I have taught the ideas of Carol Adams connecting feminism to vegetarianism for the last fifteen years.  I believe Carol Adams and other ethical vegetarian thinkers provide important insight into the most persuasive articulation of compassion and for animal rights.  These thinkers provide help exploring the questions  associated with ethics, violence and killing.

One key insight I’ve drawn from Carol Adams is to scrutinize the language of representation.    How living animals are re-articulated to become advertisements for their own obliteration.  Unpacking the driving justification for violence itself involves interrogating the artifacts that sooth the conscience of human animals.

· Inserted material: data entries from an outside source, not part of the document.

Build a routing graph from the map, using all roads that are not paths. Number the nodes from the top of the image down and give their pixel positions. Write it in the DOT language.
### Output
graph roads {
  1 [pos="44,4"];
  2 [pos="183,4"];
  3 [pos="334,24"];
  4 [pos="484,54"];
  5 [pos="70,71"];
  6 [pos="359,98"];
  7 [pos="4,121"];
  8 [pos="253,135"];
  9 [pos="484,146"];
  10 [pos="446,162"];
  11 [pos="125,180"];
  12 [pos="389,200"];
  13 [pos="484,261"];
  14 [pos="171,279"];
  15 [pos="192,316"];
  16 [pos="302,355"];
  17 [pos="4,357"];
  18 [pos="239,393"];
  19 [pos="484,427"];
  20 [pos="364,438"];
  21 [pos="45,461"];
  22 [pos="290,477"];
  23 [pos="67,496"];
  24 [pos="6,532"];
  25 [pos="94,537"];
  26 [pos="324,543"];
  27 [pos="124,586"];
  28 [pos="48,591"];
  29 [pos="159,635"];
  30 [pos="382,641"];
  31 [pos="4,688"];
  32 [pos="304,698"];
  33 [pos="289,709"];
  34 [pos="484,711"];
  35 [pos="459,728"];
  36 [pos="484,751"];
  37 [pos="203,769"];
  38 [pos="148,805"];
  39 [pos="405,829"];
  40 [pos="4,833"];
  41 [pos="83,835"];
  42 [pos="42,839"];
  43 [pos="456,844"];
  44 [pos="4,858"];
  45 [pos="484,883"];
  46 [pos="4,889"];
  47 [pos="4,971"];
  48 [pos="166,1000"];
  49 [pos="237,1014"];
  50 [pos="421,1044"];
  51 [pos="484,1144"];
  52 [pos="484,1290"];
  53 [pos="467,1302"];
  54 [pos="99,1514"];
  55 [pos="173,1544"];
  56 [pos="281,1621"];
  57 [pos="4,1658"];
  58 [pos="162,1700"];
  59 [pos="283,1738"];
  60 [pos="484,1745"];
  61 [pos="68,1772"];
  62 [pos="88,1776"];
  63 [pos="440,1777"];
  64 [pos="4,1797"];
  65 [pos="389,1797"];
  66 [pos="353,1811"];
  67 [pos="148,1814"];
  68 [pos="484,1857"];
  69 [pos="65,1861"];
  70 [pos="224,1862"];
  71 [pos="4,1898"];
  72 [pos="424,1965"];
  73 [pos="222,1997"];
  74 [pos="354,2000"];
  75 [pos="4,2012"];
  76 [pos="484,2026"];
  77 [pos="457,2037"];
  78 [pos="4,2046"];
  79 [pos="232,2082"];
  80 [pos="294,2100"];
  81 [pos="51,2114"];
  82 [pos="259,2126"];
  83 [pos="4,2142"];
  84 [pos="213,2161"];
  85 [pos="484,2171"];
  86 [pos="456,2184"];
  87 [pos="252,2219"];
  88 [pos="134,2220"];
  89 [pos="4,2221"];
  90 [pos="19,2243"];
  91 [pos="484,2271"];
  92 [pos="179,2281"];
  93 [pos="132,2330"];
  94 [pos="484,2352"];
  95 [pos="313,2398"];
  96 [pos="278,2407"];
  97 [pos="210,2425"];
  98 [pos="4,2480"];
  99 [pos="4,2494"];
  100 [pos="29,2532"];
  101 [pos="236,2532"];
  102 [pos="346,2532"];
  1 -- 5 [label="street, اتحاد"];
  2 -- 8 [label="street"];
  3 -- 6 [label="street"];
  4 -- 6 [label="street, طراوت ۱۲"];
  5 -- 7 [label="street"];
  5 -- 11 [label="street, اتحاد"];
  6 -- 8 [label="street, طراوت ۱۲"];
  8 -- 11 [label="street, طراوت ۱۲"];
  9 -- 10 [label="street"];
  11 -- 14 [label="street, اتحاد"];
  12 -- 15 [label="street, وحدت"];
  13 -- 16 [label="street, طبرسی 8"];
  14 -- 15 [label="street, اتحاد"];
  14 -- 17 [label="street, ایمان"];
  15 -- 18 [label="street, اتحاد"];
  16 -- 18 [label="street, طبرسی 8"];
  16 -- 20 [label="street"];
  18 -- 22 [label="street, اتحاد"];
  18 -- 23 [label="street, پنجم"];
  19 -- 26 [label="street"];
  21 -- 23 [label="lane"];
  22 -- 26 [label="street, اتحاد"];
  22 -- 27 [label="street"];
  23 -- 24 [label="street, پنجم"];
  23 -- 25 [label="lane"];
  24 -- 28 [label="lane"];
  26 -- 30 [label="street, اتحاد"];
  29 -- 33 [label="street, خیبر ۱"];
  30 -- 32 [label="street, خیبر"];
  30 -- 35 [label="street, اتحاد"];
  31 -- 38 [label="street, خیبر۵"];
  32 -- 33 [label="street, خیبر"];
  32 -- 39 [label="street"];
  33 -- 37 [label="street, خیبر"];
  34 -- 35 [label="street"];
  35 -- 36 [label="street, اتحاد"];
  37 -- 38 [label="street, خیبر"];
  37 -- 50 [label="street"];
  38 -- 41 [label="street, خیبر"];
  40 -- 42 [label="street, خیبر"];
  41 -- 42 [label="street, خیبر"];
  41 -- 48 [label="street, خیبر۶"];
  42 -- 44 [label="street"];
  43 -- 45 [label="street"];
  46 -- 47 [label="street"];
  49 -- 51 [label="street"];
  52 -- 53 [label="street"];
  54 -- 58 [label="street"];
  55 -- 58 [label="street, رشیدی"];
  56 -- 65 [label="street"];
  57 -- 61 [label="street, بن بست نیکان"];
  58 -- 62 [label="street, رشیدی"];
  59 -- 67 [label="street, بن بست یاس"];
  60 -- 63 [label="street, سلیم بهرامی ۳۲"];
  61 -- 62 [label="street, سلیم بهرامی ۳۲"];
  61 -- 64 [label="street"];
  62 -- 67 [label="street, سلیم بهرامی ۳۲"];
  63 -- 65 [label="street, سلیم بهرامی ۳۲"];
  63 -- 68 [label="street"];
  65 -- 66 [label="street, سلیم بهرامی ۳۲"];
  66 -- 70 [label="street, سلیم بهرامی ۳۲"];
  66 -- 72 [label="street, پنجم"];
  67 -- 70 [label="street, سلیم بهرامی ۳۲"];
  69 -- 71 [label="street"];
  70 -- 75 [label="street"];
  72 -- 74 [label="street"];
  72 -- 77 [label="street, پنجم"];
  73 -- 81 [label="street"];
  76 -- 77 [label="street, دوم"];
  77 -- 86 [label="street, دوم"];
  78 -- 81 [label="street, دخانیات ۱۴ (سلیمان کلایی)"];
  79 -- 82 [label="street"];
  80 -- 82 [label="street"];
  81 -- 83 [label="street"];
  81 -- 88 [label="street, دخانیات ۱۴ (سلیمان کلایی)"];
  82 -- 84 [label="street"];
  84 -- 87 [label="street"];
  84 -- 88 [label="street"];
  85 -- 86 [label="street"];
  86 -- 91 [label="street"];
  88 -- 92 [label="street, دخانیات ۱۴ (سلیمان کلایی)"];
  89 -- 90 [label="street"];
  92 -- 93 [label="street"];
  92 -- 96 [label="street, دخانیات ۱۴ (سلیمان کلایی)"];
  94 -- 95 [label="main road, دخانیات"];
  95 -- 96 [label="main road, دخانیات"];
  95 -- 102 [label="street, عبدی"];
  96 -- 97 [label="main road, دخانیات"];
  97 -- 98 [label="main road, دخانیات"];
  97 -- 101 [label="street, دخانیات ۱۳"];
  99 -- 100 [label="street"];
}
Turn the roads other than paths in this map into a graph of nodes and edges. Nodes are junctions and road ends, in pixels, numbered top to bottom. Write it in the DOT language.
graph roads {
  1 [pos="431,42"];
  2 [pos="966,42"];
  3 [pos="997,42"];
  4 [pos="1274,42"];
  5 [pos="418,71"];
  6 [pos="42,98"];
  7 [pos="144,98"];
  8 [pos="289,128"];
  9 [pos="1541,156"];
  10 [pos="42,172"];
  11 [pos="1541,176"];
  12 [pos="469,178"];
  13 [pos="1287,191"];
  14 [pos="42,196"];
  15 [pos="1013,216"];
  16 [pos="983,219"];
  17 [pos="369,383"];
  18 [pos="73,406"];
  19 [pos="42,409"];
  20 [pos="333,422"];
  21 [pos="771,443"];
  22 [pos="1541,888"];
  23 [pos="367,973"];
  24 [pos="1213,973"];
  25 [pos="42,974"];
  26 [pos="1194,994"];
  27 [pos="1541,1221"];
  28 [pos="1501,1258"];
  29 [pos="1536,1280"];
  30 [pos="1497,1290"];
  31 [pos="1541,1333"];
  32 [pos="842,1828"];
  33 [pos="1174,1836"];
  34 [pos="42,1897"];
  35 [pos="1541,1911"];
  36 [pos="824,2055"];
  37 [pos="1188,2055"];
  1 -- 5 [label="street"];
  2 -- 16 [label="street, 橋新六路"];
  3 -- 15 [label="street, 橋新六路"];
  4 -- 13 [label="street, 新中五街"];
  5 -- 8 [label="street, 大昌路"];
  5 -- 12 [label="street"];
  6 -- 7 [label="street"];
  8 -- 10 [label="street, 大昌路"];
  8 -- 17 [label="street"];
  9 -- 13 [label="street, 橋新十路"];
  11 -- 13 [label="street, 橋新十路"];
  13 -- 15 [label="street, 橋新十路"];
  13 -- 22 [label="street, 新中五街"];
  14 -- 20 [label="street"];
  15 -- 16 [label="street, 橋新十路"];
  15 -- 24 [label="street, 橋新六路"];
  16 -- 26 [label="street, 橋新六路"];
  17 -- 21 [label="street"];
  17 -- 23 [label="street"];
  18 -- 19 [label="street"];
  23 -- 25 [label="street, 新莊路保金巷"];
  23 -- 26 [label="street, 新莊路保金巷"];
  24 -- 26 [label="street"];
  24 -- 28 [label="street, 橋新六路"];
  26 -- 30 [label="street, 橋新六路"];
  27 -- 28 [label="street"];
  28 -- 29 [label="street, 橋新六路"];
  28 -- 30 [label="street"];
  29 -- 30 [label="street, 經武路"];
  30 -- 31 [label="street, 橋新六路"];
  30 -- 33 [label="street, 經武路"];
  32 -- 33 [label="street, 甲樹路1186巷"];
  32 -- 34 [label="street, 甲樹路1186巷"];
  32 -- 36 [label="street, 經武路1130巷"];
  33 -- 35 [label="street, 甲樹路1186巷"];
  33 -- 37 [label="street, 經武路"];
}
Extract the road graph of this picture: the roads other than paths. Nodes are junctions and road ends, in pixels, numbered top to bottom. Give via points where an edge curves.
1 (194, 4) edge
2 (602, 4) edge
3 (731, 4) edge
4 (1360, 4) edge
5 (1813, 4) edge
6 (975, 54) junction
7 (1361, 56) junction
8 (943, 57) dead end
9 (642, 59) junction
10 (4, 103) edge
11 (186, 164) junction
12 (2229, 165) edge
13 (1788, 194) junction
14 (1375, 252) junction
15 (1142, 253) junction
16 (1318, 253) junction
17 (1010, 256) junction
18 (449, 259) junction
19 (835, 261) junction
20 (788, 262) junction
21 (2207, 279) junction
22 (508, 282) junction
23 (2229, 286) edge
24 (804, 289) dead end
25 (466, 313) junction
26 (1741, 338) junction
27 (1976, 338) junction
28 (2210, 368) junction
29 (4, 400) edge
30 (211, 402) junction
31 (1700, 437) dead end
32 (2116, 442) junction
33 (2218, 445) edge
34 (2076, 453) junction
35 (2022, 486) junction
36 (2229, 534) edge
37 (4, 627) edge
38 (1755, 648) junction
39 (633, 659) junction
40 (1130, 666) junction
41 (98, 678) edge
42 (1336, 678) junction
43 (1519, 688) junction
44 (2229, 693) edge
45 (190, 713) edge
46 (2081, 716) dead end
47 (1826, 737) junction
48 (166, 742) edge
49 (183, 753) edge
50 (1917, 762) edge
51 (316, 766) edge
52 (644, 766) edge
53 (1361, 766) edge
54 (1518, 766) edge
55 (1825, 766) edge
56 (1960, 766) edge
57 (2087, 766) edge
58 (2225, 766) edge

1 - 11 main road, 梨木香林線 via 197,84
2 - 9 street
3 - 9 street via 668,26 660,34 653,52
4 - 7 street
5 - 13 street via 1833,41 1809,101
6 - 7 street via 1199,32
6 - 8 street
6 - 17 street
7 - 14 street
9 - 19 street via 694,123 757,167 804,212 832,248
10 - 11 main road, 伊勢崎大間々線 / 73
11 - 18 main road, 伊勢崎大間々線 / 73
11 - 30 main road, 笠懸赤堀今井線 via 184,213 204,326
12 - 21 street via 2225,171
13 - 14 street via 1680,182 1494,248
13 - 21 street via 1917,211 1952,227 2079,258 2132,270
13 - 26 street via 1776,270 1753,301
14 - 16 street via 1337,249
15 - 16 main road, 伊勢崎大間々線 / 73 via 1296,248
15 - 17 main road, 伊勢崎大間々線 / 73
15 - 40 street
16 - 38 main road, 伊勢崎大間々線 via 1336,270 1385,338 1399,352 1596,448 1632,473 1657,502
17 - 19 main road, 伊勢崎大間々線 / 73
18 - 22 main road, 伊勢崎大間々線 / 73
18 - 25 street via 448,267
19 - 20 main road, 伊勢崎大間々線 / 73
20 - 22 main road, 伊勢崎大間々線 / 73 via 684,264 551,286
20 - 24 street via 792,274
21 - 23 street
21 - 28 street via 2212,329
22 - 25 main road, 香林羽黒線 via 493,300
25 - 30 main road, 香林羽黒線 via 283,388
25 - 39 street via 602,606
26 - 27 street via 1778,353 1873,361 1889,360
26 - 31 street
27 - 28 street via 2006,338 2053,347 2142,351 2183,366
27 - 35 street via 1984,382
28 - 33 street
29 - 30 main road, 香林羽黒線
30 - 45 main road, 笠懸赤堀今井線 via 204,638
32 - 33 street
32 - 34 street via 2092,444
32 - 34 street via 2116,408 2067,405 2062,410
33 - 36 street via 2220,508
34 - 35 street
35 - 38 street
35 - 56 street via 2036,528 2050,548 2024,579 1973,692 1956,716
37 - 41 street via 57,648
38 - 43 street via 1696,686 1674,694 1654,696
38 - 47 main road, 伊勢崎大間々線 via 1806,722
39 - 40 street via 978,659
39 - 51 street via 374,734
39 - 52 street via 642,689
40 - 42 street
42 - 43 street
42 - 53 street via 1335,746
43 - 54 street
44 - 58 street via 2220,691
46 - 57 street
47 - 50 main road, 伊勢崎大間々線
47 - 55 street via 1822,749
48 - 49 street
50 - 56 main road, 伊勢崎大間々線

Suicide food is a humorous attempt to pinpoint images which represent animals as happily giving their lives for human consumption.   Here is the commentary on the angelic pig advertisement above:

If we could hear the thoughts of this pig, this newly minted angel, he might say, “At last! I am delivered at last from the stinking life into which I was born, and which was bequeathed to me as a necessary precondition for my ascendance into blissful eternity!” (Getting killed and grilled really brings out the poetry in a pig.) “Ill will? I bear the humans—my betters from their soles to their souls—no malice, for they have engineered my deliverance! And the only cost was a brief—so, so very brief—lifetime of worthlessness!”

Which is why the haloed food wears a beatific smile. Through his suffering and utter abnegation, he is clarified into his essence. And now, on ornamental wings, he soars to his last and best destination, and the life beyond life that his death and consumption made possible.

via Suicide Food.

I like the concept of suicide food — the term itself.  It provides a moment of critique to those who eat meat without reflection.  It also mockingly brings forward the image of the tools (confined animals, slaughterhouses, butchers) used to actually produce meat.

Smart and useful.  Thanks to Lisa Wade at Sociological Images for the connect.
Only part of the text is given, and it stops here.